A quilter from Waterloo, Ontario recently wrote with a specific idea for a piece of hand-dyed fabric she envisioned. She described it as light blue in the middle, surrounded by soft yellow, then golden yellow, then gold, rose, blue and purple. The colours are supposed to represent the colours associated with Healing Touch Therapy. I love requests like this as they stretch me to try new colour combinations and new ways of applying dye, so I said I would give this one a try. I am not quite sure I was successful, but I know that even if Wilma doesn't like the result, someone will see these fabrics in my "store" and love them. One thing that might be a problem is that my colours go from light blue in the middle and spread into the other colours she requested until you reach the end of the fabric. I think she might have been looking for something more like an aura or halo effect. I was using two meter pieces of cloth, so they are only about 42" wide but about 80" long. It was hard to move all those colours along the width of the fabric without them all mixing and becoming mud. In the photos the two meters are placed across a washline in my dungeon (er I mean basement), so what you see is only half of the piece of cloth. The half on the other side of the line is almost a mirror image of what you see here.
If you ask me, I think these would make great stitched landscapes.
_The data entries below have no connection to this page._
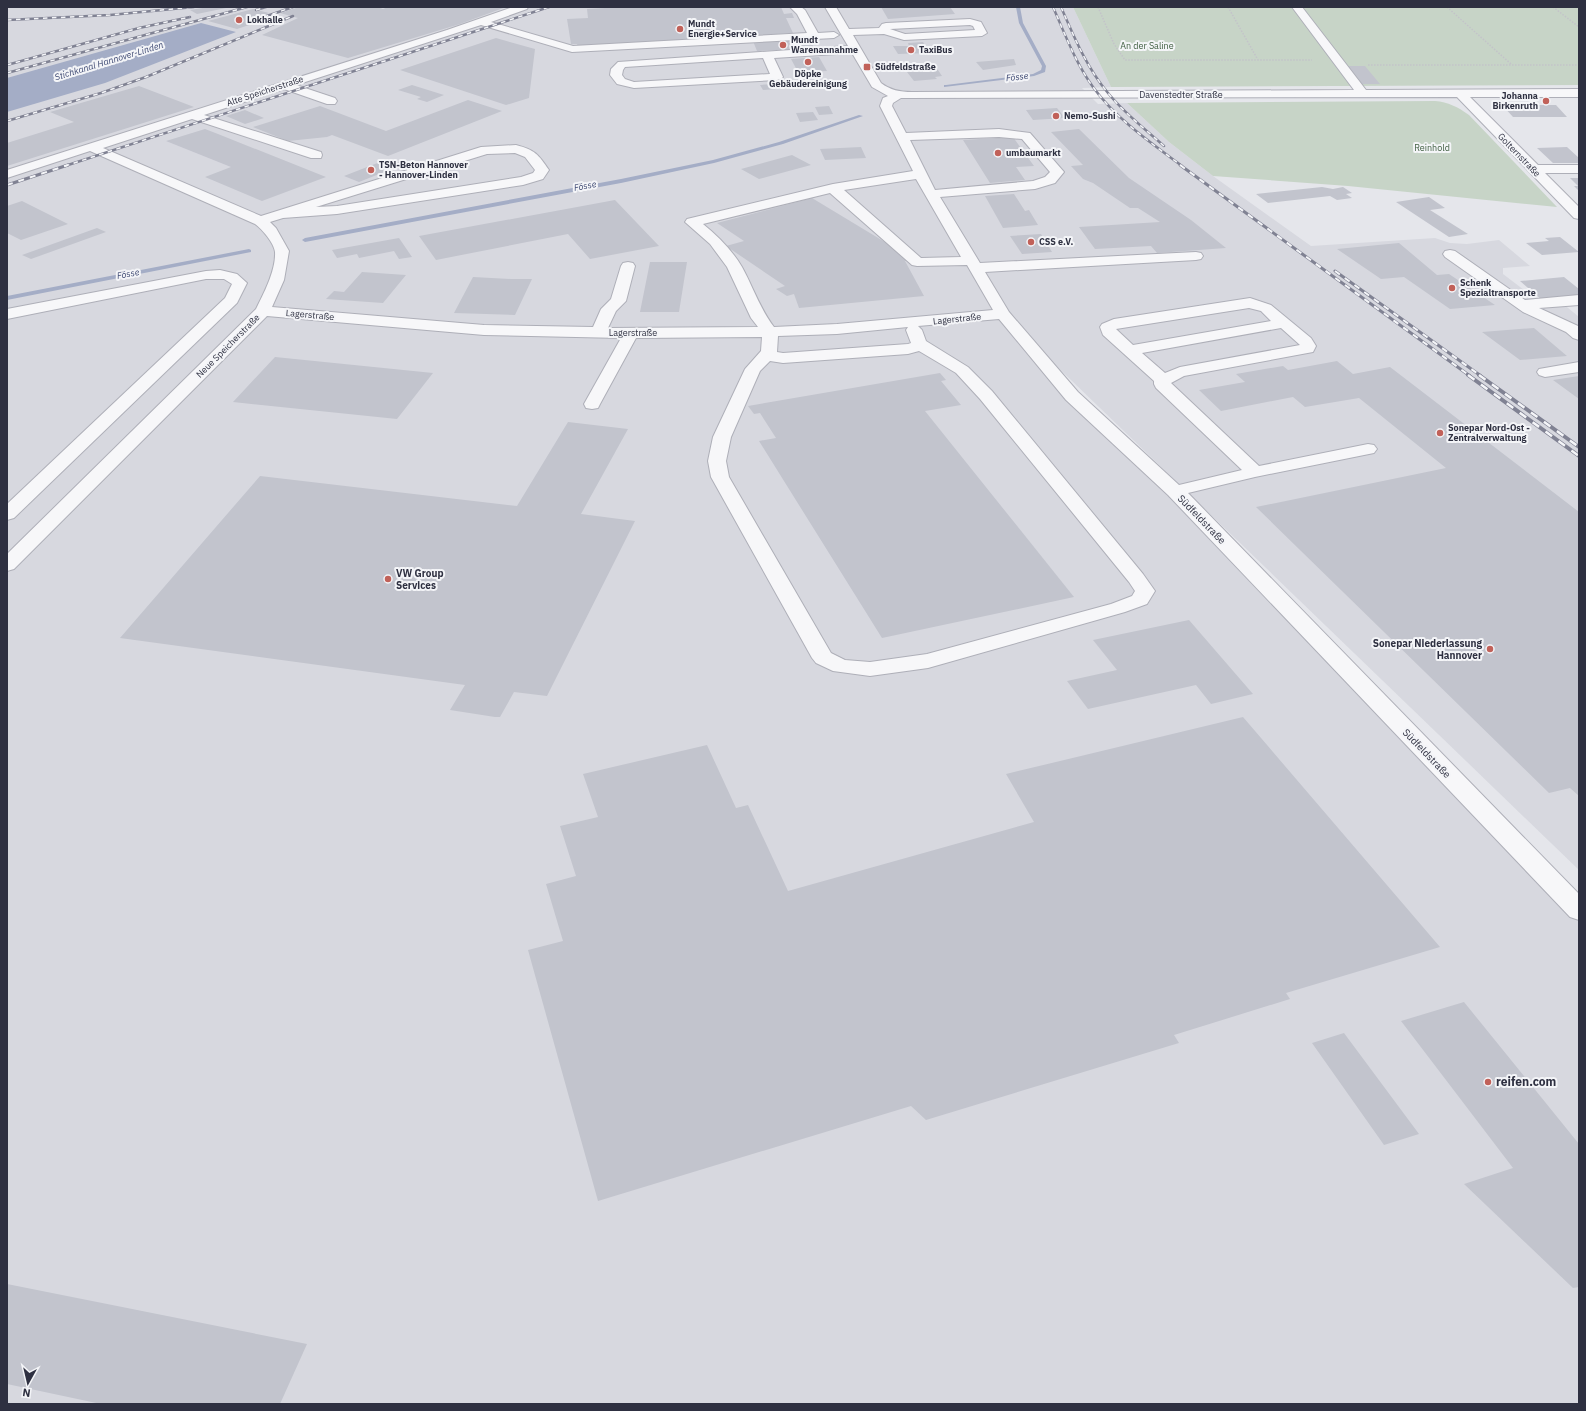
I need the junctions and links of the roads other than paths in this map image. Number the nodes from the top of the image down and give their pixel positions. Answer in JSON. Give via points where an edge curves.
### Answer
{"nodes":[{"id":1,"x":522,"y":7,"type":"edge"},
{"id":2,"x":795,"y":7,"type":"edge"},
{"id":3,"x":830,"y":7,"type":"edge"},
{"id":4,"x":1297,"y":7,"type":"edge"},
{"id":5,"x":978,"y":14,"type":"dead end"},
{"id":6,"x":481,"y":22,"type":"junction"},
{"id":7,"x":845,"y":30,"type":"junction"},
{"id":8,"x":885,"y":31,"type":"junction"},
{"id":9,"x":814,"y":36,"type":"junction"},
{"id":10,"x":856,"y":49,"type":"junction"},
{"id":11,"x":767,"y":55,"type":"junction"},
{"id":12,"x":283,"y":85,"type":"junction"},
{"id":13,"x":1579,"y":93,"type":"edge"},
{"id":14,"x":1363,"y":94,"type":"junction"},
{"id":15,"x":1460,"y":94,"type":"junction"},
{"id":16,"x":898,"y":95,"type":"junction"},
{"id":17,"x":331,"y":101,"type":"dead end"},
{"id":18,"x":192,"y":114,"type":"junction"},
{"id":19,"x":901,"y":137,"type":"junction"},
{"id":20,"x":91,"y":147,"type":"junction"},
{"id":21,"x":316,"y":155,"type":"dead end"},
{"id":22,"x":1533,"y":169,"type":"junction"},
{"id":23,"x":1579,"y":169,"type":"edge"},
{"id":24,"x":7,"y":174,"type":"edge"},
{"id":25,"x":920,"y":174,"type":"junction"},
{"id":26,"x":833,"y":188,"type":"junction"},
{"id":27,"x":931,"y":194,"type":"junction"},
{"id":28,"x":281,"y":214,"type":"junction"},
{"id":29,"x":1579,"y":214,"type":"edge"},
{"id":30,"x":260,"y":221,"type":"junction"},
{"id":31,"x":1450,"y":254,"type":"dead end"},
{"id":32,"x":1196,"y":256,"type":"dead end"},
{"id":33,"x":974,"y":264,"type":"junction"},
{"id":34,"x":628,"y":266,"type":"dead end"},
{"id":35,"x":1579,"y":300,"type":"edge"},
{"id":36,"x":1522,"y":305,"type":"junction"},
{"id":37,"x":263,"y":311,"type":"junction"},
{"id":38,"x":7,"y":314,"type":"edge"},
{"id":39,"x":1003,"y":314,"type":"junction"},
{"id":40,"x":1284,"y":323,"type":"junction"},
{"id":41,"x":912,"y":324,"type":"junction"},
{"id":42,"x":770,"y":332,"type":"junction"},
{"id":43,"x":598,"y":333,"type":"junction"},
{"id":44,"x":631,"y":333,"type":"junction"},
{"id":45,"x":1579,"y":335,"type":"edge"},
{"id":46,"x":919,"y":344,"type":"junction"},
{"id":47,"x":1130,"y":350,"type":"junction"},
{"id":48,"x":769,"y":352,"type":"junction"},
{"id":49,"x":1579,"y":367,"type":"edge"},
{"id":50,"x":1545,"y":372,"type":"dead end"},
{"id":51,"x":1163,"y":380,"type":"junction"},
{"id":52,"x":592,"y":404,"type":"dead end"},
{"id":53,"x":1368,"y":449,"type":"dead end"},
{"id":54,"x":1256,"y":472,"type":"junction"},
{"id":55,"x":1176,"y":491,"type":"junction"},
{"id":56,"x":7,"y":514,"type":"edge"},
{"id":57,"x":7,"y":565,"type":"edge"},
{"id":58,"x":1579,"y":910,"type":"edge"}],
"edges":[{"from":1,"to":6,"type":"street","name":"Alte Speicherstraße"},
{"from":2,"to":9,"type":"street","via":[[801,12]]},
{"from":3,"to":7,"type":"street","name":"Davenstedter Straße"},
{"from":4,"to":14,"type":"street"},
{"from":5,"to":7,"type":"street","via":[[970,17]]},
{"from":6,"to":9,"type":"street","via":[[572,49]]},
{"from":6,"to":12,"type":"street","name":"Alte Speicherstraße"},
{"from":7,"to":8,"type":"street"},
{"from":7,"to":9,"type":"street"},
{"from":7,"to":10,"type":"street","name":"Davenstedter Straße"},
{"from":8,"to":8,"type":"street","via":[[910,37],[982,33],[977,24],[970,22],[886,26]]},
{"from":10,"to":11,"type":"street"},
{"from":10,"to":16,"type":"street","name":"Davenstedter Straße","via":[[876,85]]},
{"from":11,"to":11,"type":"street","via":[[622,64],[616,75],[621,82],[634,85],[777,77]]},
{"from":12,"to":17,"type":"street"},
{"from":12,"to":18,"type":"street","name":"Alte Speicherstraße"},
{"from":13,"to":15,"type":"street","name":"Davenstedter Straße"},
{"from":14,"to":15,"type":"street","name":"Davenstedter Straße"},
{"from":14,"to":16,"type":"street","name":"Davenstedter Straße","via":[[926,97]]},
{"from":15,"to":22,"type":"street","name":"Golternstraße"},
{"from":16,"to":19,"type":"street","name":"Südfeldstraße","via":[[887,100],[886,106]]},
{"from":18,"to":20,"type":"street","name":"Alte Speicherstraße"},
{"from":18,"to":21,"type":"street"},
{"from":19,"to":25,"type":"street","name":"Südfeldstraße"},
{"from":19,"to":27,"type":"street","via":[[1000,133],[1026,136],[1057,172],[1050,180],[1036,185]]},
{"from":20,"to":24,"type":"street","name":"Alte Speicherstraße"},
{"from":20,"to":30,"type":"street","name":"Neue Speicherstraße"},
{"from":22,"to":23,"type":"street"},
{"from":22,"to":29,"type":"street","name":"Golternstraße"},
{"from":25,"to":26,"type":"street"},
{"from":25,"to":27,"type":"street","name":"Südfeldstraße"},
{"from":26,"to":33,"type":"street","via":[[917,262]]},
{"from":26,"to":42,"type":"street","via":[[692,222],[715,241],[734,266],[759,318]]},
{"from":27,"to":33,"type":"street","name":"Südfeldstraße"},
{"from":28,"to":28,"type":"street","via":[[486,150],[516,149],[530,154],[542,170],[538,176],[523,181],[337,210]]},
{"from":28,"to":30,"type":"street"},
{"from":30,"to":37,"type":"street","name":"Neue Speicherstraße","via":[[269,228],[282,251],[277,280]]},
{"from":31,"to":36,"type":"street"},
{"from":32,"to":33,"type":"street"},
{"from":33,"to":39,"type":"street","name":"Südfeldstraße"},
{"from":34,"to":43,"type":"street","via":[[618,301],[606,313]]},
{"from":35,"to":36,"type":"street"},
{"from":36,"to":45,"type":"street","via":[[1572,329]]},
{"from":37,"to":43,"type":"street","name":"Lagerstraße","via":[[484,330]]},
{"from":37,"to":57,"type":"street","name":"Neue Speicherstraße"},
{"from":38,"to":56,"type":"street","via":[[206,275],[233,276],[240,283],[232,300]]},
{"from":39,"to":41,"type":"street","name":"Lagerstraße"},
{"from":39,"to":55,"type":"street","name":"Südfeldstraße","via":[[1072,396]]},
{"from":40,"to":47,"type":"street"},
{"from":40,"to":47,"type":"street","via":[[1266,308],[1250,303],[1108,327],[1109,332]]},
{"from":40,"to":51,"type":"street","via":[[1305,341],[1307,349],[1180,372]]},
{"from":41,"to":42,"type":"street","name":"Lagerstraße"},
{"from":41,"to":46,"type":"street"},
{"from":42,"to":44,"type":"street","name":"Lagerstraße"},
{"from":42,"to":48,"type":"street"},
{"from":43,"to":44,"type":"street","name":"Lagerstraße"},
{"from":44,"to":52,"type":"street"},
{"from":46,"to":48,"type":"street","via":[[916,347],[891,351],[783,358],[773,357]]},
{"from":46,"to":48,"type":"street","via":[[962,370],[986,395],[1136,578],[1145,591],[1140,600],[928,661],[870,669],[841,666],[823,658],[720,477],[718,462],[722,437],[753,369]]},
{"from":47,"to":51,"type":"street"},
{"from":49,"to":50,"type":"street"},
{"from":51,"to":54,"type":"street","via":[[1162,384]]},
{"from":53,"to":54,"type":"street"},
{"from":54,"to":55,"type":"street"},
{"from":55,"to":58,"type":"street","name":"Südfeldstraße"}]}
But just because I enjoy these kinds of challenges, please don't refer clients to me who wish to have garments dyed! I get emails all the time, especially from young women, who want to dye their wedding dress to reincarnate it for another purpose, or mother's of the bride who find the colour of their dress is too much like the bridesmaids' dresses. I am not a garment dyer, and I don't work with synthetic fabrics. I would not touch a bridezilla's dress with a ten foot pole, and I am not even sure where you would find someone who would.
My last dyeing job a few weeks ago involved dyeing about 20 scarves to sell in the gift shop at the Mississippi Valley Textile Museum during the show that Cathy Breedyk Law and I have hanging there until December. I also have some scarves for sale in the boutique at the Ottawa School of Art. The scarves are silk/rayon velvet, and have been dyed using a pole and the Bomaki Shibori method. They are rather hard to photograph as they have a wonderful sheen that seems to cause a bit of glare. Here they are.
I'm also prepping for the classes I'm teaching in the next two weeks, so my studio is a disaster. There is a separate container with supplies for each of the workshops I will be teaching. There isn't a place left to sit, in what is really only a 10'x12' studio. The studio should look rather neat once everything is moved to my car!
But the question is ... will all of it fit in my car?
I love your fabric piece, it makes me want to try something like that this weekend. Definitely will be up at the crack of dawn Saturday a.m.! And I'm going to google Bomaki Shibori to find out what it is, I've never heard of it before. Thanks for some wonderful inspiration--
ReplyDeleteLaura,
ReplyDeleteI never get up at the crack of dawn willingly ;-))
Bomaki Shibori has the lines of shibori going straight across, whereas Arashi Shibori has them going on a diagonal. Bomaki is super easy. I take a scarf and with a large basting stitch I sew it into a long tube. Sometimes I dye the tubed scarf and then slide it onto the pole (a drain pipe from the hardware store ... buy whatever size will accommodate the tubed scarf), scrunch it up, and just use a foam brush to touch the scrunched edges with another darker coloured dye (often black). Sometimes when I'm in a different mood, I soak the tubed scarf in soda ash solution, wring it, strip it on a pole, scrunch it up, and then use foam brushes to apply the dyes. I usually only use the latter method on multi-coloured scarves, where I am moving from one colour to another at various points along the scarf. Then I apply the darker colour just to the edges of the scrunches. You don't want your scarves too wet ... only as much dye as they will absorb.
Elaine
I learned that technique at a Jan Myers-Newbury one-day seminar, she showed us her finished products but we didn't have time to do everything. I liked how it had a nearly solid border around the horizontal lines. I'll try it this weekend, for sure. Shibori fabric is becoming an obsession w/me.
ReplyDeleteAnd I wake up every day way too early (usually around 5:00), at least if I don't have to go to work I have something fun to look forward to.